**WHAT THE EXERCISE ASKS**
Show all lines containing "Спортивный" from the data below.

[TASK DATA]

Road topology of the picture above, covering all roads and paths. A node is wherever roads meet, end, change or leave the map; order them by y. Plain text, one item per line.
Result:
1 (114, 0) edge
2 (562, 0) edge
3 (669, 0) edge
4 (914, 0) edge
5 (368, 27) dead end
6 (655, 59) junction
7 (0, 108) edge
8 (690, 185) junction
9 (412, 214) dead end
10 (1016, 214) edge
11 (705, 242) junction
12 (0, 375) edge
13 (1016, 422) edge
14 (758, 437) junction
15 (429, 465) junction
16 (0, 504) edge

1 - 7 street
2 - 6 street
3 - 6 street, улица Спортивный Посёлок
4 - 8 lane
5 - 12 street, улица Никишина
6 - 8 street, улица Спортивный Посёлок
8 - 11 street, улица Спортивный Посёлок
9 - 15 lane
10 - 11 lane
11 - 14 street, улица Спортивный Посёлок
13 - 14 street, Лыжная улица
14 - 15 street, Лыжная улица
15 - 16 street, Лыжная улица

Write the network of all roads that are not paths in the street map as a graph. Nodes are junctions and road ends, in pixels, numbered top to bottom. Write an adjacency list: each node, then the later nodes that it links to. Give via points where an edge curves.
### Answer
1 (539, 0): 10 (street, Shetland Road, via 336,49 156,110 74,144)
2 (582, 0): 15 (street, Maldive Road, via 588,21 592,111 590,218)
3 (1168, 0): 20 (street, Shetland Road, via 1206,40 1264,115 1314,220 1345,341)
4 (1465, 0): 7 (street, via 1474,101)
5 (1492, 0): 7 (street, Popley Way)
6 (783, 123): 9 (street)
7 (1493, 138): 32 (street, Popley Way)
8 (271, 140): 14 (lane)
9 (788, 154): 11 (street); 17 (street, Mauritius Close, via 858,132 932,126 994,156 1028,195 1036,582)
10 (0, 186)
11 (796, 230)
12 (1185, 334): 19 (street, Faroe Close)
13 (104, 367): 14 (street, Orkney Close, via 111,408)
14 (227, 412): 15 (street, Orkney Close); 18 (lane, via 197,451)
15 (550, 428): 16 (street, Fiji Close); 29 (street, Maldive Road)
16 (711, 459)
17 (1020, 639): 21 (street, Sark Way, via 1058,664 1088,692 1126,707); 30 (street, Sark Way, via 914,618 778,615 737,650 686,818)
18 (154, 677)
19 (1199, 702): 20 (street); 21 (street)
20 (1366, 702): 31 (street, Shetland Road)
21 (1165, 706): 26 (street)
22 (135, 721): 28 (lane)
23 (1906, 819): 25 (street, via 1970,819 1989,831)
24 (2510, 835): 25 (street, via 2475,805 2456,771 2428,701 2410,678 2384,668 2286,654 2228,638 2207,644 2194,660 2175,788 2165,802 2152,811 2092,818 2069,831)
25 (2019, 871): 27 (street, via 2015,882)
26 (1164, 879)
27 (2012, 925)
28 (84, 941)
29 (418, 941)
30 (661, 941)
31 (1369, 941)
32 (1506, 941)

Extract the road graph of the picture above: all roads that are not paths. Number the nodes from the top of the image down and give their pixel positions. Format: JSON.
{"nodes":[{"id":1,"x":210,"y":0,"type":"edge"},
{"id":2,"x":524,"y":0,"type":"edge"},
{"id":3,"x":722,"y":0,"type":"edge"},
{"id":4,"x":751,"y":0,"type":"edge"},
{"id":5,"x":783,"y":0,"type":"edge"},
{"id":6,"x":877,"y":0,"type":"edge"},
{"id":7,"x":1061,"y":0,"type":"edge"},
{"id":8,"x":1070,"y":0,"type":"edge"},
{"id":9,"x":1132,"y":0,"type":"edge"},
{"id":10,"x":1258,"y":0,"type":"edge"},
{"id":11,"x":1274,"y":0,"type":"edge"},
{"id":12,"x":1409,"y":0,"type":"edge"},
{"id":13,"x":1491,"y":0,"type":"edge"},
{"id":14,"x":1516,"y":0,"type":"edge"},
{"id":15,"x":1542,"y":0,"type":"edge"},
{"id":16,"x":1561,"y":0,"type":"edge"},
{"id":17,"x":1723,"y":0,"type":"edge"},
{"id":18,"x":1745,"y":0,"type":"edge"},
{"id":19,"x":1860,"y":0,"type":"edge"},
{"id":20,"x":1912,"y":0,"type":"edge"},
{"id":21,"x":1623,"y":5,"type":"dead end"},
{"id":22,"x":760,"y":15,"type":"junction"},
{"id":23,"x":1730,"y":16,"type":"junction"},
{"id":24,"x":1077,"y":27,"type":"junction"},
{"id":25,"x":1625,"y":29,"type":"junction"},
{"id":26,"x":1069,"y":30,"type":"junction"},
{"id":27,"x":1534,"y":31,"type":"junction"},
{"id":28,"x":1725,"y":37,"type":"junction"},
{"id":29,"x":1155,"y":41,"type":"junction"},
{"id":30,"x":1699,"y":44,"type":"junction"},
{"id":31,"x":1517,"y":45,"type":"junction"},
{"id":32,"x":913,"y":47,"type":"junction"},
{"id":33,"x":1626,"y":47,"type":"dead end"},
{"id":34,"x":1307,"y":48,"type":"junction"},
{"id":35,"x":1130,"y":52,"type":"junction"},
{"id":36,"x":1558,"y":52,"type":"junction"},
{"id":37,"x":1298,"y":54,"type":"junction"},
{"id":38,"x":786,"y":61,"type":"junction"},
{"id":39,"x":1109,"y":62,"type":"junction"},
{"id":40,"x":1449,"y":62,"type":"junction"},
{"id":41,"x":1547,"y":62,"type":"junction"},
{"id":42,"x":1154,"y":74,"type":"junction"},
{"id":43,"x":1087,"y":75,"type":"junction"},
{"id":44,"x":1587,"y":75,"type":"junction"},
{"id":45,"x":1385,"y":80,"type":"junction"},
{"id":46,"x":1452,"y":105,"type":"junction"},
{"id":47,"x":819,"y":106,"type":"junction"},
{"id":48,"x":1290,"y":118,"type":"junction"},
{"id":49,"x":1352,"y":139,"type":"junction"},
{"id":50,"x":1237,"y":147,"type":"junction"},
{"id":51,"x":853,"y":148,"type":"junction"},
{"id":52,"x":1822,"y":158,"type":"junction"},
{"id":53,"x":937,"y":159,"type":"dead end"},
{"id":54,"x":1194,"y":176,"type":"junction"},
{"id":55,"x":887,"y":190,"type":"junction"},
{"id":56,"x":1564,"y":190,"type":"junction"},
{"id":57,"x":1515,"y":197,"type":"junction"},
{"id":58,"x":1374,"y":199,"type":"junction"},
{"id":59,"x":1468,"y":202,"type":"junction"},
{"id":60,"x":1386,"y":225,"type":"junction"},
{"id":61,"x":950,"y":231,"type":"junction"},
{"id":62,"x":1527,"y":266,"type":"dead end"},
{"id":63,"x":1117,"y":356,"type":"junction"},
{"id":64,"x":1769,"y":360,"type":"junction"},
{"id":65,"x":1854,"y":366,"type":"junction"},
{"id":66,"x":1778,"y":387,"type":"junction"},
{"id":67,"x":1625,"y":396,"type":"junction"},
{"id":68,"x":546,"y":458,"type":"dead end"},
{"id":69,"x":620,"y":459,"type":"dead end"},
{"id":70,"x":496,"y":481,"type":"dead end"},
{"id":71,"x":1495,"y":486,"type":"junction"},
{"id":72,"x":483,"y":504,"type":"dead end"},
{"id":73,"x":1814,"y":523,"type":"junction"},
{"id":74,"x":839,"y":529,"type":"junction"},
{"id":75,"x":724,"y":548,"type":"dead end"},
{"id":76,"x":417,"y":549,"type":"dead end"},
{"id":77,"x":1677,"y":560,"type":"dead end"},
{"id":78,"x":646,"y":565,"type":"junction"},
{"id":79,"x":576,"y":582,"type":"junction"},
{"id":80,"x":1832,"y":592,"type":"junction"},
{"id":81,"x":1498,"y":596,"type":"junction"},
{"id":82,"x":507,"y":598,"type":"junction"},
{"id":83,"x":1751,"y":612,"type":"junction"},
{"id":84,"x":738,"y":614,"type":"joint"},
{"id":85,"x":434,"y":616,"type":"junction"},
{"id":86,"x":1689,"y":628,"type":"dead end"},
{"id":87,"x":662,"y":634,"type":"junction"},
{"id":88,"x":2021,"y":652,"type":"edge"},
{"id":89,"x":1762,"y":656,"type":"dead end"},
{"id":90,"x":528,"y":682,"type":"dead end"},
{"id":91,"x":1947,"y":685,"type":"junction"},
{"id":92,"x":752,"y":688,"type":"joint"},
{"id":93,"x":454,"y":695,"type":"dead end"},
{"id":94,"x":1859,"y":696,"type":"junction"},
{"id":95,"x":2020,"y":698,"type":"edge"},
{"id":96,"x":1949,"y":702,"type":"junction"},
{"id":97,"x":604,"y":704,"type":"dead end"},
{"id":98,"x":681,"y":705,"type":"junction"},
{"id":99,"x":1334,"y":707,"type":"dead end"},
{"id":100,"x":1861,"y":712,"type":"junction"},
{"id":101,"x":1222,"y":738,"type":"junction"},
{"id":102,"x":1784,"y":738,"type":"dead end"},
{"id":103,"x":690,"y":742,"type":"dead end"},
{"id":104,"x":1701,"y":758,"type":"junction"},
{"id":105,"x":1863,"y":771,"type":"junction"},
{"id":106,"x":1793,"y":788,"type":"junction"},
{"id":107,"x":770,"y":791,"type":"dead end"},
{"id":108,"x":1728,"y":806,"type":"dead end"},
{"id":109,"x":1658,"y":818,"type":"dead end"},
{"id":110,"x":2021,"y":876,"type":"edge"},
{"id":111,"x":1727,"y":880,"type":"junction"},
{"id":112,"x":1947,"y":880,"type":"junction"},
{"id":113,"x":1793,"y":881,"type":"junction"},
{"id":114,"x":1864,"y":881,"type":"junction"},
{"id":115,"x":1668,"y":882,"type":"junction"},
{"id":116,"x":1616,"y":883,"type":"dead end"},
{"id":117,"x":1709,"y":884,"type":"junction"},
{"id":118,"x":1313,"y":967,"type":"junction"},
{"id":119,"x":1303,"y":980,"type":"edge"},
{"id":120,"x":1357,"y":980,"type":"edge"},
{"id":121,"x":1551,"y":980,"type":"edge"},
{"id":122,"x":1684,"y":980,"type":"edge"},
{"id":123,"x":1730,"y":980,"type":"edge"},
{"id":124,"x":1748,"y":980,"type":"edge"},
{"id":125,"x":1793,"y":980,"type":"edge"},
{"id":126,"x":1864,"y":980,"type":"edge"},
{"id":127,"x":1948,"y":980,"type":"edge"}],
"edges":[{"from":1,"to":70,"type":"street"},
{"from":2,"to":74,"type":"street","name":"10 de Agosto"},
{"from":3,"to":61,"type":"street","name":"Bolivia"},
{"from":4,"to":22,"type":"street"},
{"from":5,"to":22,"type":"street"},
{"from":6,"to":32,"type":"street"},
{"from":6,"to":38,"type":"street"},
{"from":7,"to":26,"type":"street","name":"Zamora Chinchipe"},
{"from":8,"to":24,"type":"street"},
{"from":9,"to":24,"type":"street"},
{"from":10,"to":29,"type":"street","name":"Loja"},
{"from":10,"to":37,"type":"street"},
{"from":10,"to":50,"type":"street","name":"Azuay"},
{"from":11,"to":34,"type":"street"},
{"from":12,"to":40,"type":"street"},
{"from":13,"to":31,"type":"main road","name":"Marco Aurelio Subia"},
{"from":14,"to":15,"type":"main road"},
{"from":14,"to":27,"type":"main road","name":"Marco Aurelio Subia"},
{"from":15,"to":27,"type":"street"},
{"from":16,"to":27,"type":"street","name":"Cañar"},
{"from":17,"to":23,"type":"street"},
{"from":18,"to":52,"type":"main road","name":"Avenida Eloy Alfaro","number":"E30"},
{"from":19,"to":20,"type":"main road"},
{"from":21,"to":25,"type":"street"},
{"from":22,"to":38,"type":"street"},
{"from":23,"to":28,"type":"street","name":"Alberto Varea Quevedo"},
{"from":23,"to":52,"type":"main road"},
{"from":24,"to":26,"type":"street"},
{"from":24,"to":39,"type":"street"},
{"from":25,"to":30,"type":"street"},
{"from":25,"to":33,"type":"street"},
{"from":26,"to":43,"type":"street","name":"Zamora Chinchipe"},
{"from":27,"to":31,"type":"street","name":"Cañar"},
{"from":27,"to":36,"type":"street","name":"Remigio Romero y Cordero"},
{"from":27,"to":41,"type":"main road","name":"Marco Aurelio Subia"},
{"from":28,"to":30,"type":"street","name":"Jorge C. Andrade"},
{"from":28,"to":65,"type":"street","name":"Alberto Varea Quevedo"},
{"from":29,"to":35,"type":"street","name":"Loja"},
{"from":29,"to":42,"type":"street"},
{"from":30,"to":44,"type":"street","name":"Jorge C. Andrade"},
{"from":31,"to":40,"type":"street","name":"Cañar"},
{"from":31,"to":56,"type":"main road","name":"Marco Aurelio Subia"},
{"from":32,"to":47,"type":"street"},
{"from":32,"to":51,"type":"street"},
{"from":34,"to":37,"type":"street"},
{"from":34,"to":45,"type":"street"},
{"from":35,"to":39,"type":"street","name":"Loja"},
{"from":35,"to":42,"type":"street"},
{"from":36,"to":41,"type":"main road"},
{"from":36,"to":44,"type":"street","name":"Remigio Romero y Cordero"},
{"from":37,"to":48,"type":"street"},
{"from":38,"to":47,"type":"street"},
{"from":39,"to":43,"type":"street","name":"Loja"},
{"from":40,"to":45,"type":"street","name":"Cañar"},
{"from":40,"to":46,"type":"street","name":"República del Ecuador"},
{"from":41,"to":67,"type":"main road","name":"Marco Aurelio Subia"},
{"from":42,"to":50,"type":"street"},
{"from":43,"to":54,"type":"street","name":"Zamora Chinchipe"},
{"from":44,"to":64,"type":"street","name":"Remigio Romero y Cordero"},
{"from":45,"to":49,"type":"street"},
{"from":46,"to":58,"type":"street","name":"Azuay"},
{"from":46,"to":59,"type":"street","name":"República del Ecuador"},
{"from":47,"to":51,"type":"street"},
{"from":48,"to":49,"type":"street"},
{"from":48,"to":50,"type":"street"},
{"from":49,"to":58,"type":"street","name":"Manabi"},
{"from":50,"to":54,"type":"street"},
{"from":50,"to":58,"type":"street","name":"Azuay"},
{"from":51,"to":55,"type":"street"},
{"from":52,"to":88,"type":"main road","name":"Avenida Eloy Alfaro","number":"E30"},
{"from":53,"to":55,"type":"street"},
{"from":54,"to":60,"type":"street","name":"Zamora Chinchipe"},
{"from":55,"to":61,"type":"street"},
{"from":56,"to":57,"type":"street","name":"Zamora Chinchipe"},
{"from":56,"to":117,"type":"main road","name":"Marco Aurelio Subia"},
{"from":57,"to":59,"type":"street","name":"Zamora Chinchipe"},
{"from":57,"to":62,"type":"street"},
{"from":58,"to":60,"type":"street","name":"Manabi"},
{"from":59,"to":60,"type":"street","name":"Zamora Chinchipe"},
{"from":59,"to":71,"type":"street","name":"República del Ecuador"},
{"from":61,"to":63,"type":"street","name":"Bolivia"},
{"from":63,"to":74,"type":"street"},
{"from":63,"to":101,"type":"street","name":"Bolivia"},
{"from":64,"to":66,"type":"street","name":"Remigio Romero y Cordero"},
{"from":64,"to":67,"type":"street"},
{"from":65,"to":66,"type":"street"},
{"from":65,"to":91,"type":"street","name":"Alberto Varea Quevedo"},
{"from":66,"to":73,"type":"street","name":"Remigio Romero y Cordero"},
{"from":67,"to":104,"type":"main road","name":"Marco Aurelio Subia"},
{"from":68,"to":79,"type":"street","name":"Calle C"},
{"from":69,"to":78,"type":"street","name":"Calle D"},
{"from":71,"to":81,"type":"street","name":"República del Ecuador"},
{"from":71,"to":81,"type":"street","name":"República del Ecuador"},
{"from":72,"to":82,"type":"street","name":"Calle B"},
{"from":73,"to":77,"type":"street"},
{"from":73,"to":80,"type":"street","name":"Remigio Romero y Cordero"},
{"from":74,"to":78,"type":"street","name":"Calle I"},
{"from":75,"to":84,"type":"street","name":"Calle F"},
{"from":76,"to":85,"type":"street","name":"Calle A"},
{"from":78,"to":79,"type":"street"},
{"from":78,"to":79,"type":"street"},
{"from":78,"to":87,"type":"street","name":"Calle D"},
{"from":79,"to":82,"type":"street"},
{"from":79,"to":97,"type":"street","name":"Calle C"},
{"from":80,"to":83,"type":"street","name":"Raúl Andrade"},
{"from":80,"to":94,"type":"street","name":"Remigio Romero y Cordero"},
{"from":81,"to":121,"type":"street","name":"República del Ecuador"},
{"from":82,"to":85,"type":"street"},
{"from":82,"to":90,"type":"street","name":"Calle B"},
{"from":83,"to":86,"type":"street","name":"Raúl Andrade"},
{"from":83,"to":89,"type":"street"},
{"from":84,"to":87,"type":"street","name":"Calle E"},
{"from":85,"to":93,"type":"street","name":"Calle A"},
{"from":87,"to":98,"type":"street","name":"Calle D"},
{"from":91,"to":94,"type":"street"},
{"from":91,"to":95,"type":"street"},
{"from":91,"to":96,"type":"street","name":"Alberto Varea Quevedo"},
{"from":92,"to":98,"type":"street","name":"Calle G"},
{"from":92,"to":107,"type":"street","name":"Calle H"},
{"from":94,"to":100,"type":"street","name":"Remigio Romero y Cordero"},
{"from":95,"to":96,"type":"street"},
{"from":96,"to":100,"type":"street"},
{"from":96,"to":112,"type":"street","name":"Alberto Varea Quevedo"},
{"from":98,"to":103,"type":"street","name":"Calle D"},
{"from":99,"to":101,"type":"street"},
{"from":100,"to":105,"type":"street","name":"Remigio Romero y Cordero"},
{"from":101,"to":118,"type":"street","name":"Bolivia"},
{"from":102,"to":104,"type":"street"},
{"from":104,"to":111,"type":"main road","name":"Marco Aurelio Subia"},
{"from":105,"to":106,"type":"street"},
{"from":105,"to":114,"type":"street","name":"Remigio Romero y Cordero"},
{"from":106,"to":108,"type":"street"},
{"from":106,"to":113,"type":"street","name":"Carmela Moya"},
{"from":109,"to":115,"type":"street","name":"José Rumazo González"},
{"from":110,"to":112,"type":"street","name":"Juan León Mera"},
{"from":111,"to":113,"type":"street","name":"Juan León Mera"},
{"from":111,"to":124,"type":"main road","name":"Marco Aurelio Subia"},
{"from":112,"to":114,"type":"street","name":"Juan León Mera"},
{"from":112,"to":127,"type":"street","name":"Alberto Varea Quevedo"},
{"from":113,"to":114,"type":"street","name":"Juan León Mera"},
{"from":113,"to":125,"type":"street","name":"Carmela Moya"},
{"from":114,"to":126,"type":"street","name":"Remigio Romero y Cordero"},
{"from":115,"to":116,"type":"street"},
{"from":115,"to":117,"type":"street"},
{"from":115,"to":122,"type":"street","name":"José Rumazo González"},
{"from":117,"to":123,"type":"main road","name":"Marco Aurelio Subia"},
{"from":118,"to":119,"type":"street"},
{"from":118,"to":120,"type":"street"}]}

[/TASK DATA]

**SOLUTION FOR THIS EXERCISE**
3 - 6 street, улица Спортивный Посёлок
6 - 8 street, улица Спортивный Посёлок
8 - 11 street, улица Спортивный Посёлок
11 - 14 street, улица Спортивный Посёлок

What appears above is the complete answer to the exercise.